Wednesday, September 08, 2010

White Oleander by Janet Fitch

White Oleander, Janet Fitch. New York: Little, Brown & Co., 1999. hardcover, 390 pps.

White Oleander is a real gem of a book. Ingrid is a poet of some note in the coffeehouse crowd who becomes a cause celebrite after poisoning an ex-boyfriend and landing in prison. Astrid, the narrator, is her teenaged daughter and an artist in her own right. Astrid lands in the foster care system. She suffers through a variety of placements. She makes it out through to young adulthood with her muse intact.

I don't have experience with the foster care system myself but I have a couple of friends that do. They were foster mothers in Vermont-- mostly to boys-- over the space of several years. White Oleander caused me to question my own perspective of the boys' experiences as foster kids.

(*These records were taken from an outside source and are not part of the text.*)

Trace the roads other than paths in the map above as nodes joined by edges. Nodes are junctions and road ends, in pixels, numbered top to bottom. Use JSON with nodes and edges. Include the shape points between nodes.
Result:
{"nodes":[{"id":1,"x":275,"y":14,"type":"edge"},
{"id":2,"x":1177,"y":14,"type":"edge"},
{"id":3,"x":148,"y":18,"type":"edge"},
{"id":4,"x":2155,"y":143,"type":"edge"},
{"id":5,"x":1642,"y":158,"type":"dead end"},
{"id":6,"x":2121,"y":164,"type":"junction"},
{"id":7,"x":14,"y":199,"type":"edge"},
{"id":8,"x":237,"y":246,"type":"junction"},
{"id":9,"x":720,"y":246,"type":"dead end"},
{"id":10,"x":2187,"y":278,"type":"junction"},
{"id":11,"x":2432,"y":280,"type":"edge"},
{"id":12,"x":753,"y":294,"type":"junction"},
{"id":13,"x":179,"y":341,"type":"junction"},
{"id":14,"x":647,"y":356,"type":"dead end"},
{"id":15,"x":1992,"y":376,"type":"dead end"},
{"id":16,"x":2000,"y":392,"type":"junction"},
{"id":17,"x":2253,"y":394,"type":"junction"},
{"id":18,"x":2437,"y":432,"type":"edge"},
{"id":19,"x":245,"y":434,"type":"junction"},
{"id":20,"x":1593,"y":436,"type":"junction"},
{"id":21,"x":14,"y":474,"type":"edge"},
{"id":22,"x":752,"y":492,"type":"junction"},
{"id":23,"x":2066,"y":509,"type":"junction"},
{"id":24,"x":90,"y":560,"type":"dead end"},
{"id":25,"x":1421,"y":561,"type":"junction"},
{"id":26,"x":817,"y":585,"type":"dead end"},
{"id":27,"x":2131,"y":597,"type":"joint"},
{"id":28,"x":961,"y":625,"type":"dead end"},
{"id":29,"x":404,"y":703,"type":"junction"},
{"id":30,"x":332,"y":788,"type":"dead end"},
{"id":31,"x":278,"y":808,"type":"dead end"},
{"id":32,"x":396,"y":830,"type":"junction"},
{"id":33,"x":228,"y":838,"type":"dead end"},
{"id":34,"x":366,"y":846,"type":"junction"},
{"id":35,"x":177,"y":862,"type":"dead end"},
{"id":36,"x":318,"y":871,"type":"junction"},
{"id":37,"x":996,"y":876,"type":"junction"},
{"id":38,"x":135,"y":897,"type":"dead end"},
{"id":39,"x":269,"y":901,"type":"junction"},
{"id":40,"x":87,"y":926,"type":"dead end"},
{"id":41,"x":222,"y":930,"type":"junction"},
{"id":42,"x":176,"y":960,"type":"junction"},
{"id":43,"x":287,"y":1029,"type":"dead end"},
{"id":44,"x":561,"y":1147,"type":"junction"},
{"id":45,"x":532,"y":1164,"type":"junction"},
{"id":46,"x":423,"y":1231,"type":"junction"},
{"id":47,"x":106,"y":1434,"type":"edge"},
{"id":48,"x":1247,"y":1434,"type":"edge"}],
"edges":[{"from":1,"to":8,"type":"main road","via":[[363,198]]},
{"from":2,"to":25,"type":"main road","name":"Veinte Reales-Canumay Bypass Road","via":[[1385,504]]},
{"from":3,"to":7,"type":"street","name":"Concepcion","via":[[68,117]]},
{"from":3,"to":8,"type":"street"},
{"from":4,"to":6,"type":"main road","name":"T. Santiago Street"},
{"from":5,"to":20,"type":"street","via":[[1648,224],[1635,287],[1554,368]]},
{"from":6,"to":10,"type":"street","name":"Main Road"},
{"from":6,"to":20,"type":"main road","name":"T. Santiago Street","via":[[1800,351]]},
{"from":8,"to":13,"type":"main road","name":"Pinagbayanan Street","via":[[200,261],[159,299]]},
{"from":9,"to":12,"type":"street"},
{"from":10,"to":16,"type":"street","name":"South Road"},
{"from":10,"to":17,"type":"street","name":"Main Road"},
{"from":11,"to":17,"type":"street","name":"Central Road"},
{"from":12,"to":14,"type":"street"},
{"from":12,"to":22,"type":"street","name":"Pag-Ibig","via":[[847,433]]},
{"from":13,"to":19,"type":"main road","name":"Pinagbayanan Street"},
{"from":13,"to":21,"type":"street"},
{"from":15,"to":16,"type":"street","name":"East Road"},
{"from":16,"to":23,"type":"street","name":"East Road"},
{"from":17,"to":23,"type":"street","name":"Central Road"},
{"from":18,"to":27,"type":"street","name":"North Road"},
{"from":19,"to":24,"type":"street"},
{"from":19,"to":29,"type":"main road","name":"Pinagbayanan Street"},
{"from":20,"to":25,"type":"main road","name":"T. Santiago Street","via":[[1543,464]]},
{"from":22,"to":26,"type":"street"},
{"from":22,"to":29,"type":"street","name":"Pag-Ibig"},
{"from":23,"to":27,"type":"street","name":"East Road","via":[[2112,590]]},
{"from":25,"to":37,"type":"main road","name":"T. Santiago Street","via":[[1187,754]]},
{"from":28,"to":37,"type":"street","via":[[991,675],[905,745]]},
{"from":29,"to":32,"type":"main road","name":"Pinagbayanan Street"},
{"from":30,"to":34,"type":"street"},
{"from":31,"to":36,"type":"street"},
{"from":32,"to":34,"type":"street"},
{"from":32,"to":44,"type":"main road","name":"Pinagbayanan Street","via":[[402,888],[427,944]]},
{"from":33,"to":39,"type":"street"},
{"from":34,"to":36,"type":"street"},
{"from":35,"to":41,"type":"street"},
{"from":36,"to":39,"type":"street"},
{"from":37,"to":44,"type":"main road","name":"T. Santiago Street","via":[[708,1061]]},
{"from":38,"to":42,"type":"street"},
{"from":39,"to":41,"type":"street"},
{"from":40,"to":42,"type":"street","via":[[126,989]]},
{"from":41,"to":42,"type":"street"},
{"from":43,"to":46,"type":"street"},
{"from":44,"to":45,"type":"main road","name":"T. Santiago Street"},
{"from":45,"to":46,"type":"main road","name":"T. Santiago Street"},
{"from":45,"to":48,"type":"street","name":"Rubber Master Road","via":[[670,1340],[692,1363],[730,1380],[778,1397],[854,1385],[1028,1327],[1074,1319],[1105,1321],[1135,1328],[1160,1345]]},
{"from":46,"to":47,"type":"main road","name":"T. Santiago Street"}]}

In spite of being an Oprah's Book Club book (sorry, fans-- I'm not), I liked this book. The language was lyrical and colorful. The dialogues and the characters were believable and well-rendered. The author tackled a tough subject and came out shining. Additionally, White Oleander the book cleared up a few things that I had missed in my prior viewing of White Oleander the movie. The book was not a fictionalized collection of morose reflections on the temporal relationships experienced by foster kids nor was it a catalogue of traumatic events that foster kids can experience. There is both heartbreak and true joy in this book.

sapphoq reviews says: highly recommended.